College Mourns Passing of Collins Oguejiofor '22

The Larner community is deeply saddened by the sudden death last week of Collins Oguejiofor, a member of the medical student Class of 2022. Collins passed away unexpectedly in Norwalk, Conn., where he was about to begin his clinical clerkship at our Connecticut branch campus. Collins is remembered for his kind, warm nature by his fellow students, and by the many faculty and staff members who interacted with him over the last two years. His loss leaves a great gap in our community–one that must be filled by our own kindness and attentiveness to each other in the coming weeks and months. 

I have communicated the deep condolences of the entire Larner community to Collins’s family, as have many leaders of the College. We will SHARE details about any service or memorial for Collins as soon as they become clear.
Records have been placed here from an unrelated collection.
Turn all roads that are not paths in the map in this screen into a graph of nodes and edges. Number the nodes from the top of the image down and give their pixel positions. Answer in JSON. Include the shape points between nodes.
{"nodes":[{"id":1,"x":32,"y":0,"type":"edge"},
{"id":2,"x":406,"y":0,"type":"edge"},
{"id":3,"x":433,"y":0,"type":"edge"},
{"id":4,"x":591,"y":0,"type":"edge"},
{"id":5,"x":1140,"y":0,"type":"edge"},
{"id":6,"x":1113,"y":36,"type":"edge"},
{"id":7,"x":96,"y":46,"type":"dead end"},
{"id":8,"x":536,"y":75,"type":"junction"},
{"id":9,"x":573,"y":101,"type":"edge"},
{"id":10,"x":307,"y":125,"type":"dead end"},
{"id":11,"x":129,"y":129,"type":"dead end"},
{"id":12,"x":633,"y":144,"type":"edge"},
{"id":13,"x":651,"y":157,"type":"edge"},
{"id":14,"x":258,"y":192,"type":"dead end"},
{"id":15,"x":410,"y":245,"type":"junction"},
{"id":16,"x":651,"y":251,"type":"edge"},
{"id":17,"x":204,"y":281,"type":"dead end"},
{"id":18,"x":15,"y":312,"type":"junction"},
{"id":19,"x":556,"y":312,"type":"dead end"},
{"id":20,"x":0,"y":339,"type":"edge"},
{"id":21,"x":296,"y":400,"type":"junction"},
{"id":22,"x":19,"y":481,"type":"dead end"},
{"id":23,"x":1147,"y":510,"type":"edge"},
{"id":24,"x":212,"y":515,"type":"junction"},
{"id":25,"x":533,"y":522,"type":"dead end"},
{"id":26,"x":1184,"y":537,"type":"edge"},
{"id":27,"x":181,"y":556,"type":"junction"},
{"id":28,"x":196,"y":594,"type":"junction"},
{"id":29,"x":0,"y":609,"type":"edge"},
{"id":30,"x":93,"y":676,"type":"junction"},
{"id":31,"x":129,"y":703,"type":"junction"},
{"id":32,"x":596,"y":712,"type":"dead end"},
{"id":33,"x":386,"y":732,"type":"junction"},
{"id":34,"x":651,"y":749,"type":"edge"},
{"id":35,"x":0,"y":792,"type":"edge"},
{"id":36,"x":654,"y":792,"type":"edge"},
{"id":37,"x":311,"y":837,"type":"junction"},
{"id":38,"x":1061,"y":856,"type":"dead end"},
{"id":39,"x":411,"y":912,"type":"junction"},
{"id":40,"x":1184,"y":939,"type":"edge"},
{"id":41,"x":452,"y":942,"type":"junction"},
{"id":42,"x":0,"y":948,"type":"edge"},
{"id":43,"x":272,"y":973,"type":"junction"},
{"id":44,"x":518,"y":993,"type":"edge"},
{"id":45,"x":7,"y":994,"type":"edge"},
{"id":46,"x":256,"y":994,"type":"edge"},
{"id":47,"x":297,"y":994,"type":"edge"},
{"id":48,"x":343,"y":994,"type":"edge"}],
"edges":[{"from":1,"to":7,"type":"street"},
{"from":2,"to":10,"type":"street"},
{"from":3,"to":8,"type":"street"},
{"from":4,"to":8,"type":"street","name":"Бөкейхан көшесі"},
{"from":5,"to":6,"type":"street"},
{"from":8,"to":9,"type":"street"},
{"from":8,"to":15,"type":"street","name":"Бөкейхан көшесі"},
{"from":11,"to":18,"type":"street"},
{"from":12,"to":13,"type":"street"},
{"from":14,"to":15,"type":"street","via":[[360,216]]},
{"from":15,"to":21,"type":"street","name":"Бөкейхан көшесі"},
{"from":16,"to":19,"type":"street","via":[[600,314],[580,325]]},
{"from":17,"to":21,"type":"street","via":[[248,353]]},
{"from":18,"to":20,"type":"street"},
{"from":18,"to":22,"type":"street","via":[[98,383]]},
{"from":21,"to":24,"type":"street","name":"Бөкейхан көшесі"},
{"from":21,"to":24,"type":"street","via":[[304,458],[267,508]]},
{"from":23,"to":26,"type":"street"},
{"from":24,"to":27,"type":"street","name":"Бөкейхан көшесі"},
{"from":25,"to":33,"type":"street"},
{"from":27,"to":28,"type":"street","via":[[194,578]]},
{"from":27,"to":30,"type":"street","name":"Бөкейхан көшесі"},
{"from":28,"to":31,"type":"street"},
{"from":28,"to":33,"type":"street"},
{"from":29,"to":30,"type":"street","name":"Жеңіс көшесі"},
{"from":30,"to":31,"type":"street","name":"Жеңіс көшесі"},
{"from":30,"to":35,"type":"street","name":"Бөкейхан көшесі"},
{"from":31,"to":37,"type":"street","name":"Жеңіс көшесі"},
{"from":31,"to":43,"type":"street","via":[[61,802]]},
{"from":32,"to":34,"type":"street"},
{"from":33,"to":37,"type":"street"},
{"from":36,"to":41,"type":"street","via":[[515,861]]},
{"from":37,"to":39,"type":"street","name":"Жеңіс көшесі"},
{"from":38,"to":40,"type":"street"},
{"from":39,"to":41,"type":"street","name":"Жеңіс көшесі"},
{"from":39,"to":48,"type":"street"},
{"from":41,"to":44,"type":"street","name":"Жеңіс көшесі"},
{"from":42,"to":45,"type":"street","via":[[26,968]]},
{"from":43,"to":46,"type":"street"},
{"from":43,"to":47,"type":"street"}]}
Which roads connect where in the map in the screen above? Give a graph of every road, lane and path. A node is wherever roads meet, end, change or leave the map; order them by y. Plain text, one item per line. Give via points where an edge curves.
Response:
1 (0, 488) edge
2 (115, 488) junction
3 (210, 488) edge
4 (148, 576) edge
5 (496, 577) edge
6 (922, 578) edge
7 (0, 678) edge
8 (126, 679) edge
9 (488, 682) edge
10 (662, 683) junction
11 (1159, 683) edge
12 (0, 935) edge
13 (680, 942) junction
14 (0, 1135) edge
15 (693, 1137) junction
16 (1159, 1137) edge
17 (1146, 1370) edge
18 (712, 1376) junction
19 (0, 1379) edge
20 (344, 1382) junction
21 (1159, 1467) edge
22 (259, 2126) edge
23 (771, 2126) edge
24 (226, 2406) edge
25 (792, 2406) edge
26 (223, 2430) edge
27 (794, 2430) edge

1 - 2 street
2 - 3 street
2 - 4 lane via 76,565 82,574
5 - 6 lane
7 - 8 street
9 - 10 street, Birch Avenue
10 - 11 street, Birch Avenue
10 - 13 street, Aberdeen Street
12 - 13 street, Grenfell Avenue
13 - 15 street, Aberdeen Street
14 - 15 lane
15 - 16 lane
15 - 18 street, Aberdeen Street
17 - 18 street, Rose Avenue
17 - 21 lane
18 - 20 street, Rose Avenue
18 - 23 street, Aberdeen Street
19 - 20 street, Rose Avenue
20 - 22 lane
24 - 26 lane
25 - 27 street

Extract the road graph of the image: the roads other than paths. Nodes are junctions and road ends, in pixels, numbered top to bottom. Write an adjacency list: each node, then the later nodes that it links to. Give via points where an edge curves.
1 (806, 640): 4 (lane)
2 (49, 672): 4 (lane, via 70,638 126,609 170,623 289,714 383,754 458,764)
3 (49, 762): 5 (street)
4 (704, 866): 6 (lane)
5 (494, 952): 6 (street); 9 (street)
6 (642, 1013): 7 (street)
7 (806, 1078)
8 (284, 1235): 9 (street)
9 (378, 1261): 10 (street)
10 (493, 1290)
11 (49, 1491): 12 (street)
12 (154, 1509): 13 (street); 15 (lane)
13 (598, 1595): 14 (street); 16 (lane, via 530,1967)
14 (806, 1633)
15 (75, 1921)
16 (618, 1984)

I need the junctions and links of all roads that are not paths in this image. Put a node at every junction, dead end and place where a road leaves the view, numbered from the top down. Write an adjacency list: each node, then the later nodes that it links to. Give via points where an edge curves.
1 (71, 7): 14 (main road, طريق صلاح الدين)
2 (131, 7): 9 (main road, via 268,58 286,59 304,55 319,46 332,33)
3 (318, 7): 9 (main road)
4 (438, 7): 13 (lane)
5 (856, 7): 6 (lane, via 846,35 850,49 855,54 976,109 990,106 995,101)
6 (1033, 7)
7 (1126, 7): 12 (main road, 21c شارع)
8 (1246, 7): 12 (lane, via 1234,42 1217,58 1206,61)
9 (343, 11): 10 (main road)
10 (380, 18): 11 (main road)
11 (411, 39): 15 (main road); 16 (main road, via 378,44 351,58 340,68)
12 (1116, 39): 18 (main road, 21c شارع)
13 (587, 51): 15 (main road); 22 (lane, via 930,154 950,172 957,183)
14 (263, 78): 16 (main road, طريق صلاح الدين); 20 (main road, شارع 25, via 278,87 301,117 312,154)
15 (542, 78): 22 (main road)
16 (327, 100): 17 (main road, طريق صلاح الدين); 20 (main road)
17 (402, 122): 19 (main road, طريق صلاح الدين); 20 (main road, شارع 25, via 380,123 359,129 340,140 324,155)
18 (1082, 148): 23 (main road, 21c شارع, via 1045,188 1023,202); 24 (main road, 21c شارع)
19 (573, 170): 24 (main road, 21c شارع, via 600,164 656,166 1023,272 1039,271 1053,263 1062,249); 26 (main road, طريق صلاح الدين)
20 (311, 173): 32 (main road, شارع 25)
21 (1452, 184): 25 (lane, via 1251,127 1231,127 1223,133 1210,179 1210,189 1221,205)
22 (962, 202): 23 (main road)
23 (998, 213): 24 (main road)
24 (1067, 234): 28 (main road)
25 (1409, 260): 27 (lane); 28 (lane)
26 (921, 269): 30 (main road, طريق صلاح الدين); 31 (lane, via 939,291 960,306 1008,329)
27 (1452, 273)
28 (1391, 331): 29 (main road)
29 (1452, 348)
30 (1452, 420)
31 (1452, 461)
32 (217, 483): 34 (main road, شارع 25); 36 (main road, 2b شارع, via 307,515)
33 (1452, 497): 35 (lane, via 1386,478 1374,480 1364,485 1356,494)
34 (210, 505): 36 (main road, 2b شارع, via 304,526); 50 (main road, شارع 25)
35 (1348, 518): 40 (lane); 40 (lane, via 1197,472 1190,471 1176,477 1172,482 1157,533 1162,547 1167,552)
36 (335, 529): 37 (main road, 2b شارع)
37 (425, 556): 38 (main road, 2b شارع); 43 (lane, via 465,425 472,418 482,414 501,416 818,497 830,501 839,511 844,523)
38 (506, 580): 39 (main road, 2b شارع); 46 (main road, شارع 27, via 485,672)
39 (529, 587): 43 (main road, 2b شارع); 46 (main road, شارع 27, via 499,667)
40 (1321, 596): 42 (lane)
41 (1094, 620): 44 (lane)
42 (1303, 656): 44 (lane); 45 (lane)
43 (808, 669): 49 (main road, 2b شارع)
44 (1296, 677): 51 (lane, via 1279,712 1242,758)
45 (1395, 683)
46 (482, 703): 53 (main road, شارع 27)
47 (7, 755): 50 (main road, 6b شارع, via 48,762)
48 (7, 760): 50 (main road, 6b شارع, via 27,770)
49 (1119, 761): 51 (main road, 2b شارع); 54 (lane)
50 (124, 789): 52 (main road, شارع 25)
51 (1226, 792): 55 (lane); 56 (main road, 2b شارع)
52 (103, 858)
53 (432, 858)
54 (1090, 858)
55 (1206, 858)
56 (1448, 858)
When a member of our community passes away, there is a profound sense of loss and reactions are felt in a variety of ways. During this time, we encourage you to reach out to your primary support system as a source of care and connection. If you, or someone you know, are in need of professional counseling please do not hesitate to contact UVM’s Counseling and Psychiatry Services at (802) 656-3340 (for all students) or Invest EAP at (802) 864-EAPØ (3270) or toll free at (866) 660-9533 (for employee assistance). 

Stay well,

rick

Richard L. Page, M.D.
Dean, The Robert Larner M.D. College of Medicine
The University of Vermont

Pictured above: Collins Oguejiofor ’22. (Photo courtesy of Alan Rubin, M.D.)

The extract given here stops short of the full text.